His formal schooling lasted less than a year and he was a self-taught reader and lawyer.  I was even more shocked to find out that he began his presidency as our most hated leader.  Let that one sink in.  It was a particularly contentious election with 4 candidates.  Lincoln managed to win a decisive Electoral College victory thanks to the northern states (he actually didn’t make the ballot in many southern states), but only had 40% of the popular vote.  Not exactly a ringing endorsement.  It also seemed like he could do no right as anything and everything he did brought hatred and vitriol upon him.  I was genuinely shocked to see the numerous hateful articles and political cartoons written and drawn about Lincoln.  History, of course, has vindicated him.

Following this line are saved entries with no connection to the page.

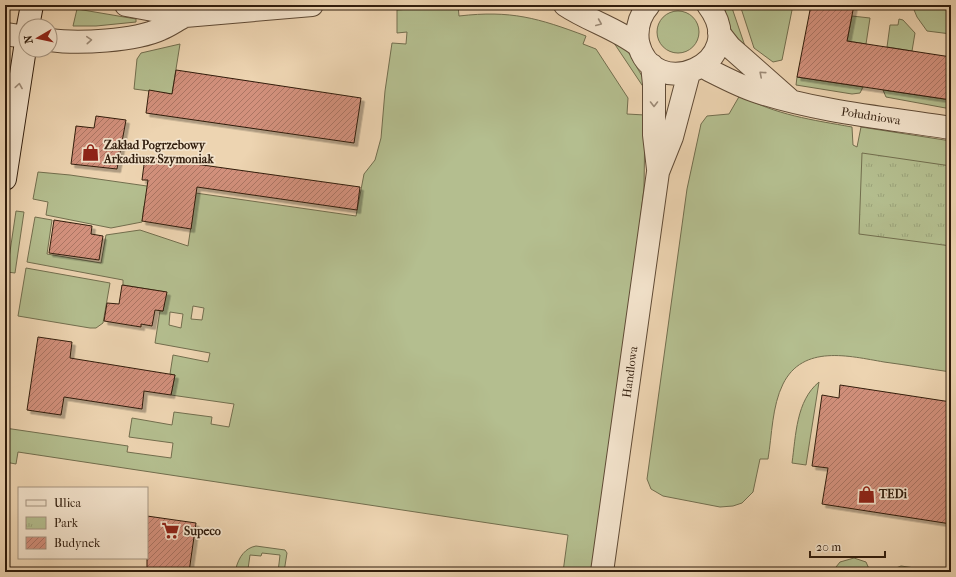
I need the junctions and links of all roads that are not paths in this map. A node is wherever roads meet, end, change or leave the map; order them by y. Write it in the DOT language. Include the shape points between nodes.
graph roads {
  1 [pos="32,5"];
  2 [pos="126,5"];
  3 [pos="312,5"];
  4 [pos="565,5"];
  5 [pos="649,5"];
  6 [pos="708,5"];
  7 [pos="185,16"];
  8 [pos="30,18"];
  9 [pos="719,33"];
  10 [pos="5,34"];
  11 [pos="18,36"];
  12 [pos="58,41"];
  13 [pos="639,46"];
  14 [pos="24,58"];
  15 [pos="652,65"];
  16 [pos="696,70"];
  17 [pos="791,101"];
  18 [pos="951,128"];
  19 [pos="658,172"];
  20 [pos="5,180"];
  21 [pos="602,572"];
  1 -- 8 [label="street"];
  2 -- 7 [label="street"];
  3 -- 7 [label="street"];
  4 -- 13 [label="street, one-way" via="580,15 624,34"];
  5 -- 13 [label="street" via="639,22"];
  6 -- 9 [label="street" via="716,18"];
  12 -- 7 [label="street, one-way" via="127,38 160,30"];
  9 -- 16 [label="street" via="716,48"];
  17 -- 9 [label="street, Południowa, one-way" via="730,47"];
  10 -- 11 [label="street"];
  13 -- 15 [label="street"];
  20 -- 14 [label="street, one-way"];
  15 -- 16 [label="street" via="673,74"];
  15 -- 19 [label="street, Handlowa, one-way"];
  16 -- 17 [label="street, Południowa"];
  16 -- 19 [label="street, Handlowa"];
  17 -- 18 [label="street, Południowa"];
  19 -- 21 [label="street, Handlowa"];
}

The museum is split into several sections.  One is dedicated to his life before the White House, another to his presidency and the Civil War, another to the Library next door, another to rare family treasures, but the best section is an interactive movie theatre that briefly describes Lincoln’s life.  The film showed me that Lincoln had an interesting duality in personality.  Despite being a popular wit and storyteller, Lincoln was also plagued by doubt and melancholy.  I also learned that Lincoln may very well have been near death even without the aid of John Wilkes Booth’s bullet.

Two busts of Lincoln done after he won the presidency each time show the ravage that leading during the Civil War wrought on him.  Underweight to begin with, Lincoln was almost skeletal going into his second term.  One noted sculptor thought the second bust was a death mask.  Studies of pictures of Lincoln after his first term seem to support the theory that he may not have been long for the world.

After my moving and enlightening education, I took a walk down to the Hoogland to get a picture of it.  On my walk, I passed the old and current state capitols and also met a homeless guy who needed a sympathetic ear.  He was quite philosophical and well versed on our current state of politics.  I ended up giving him $5 so he could get a sandwich.

I got my picture of the Hoogland, then returned to my car where I drove back to Branson House to relax a bit before dinner.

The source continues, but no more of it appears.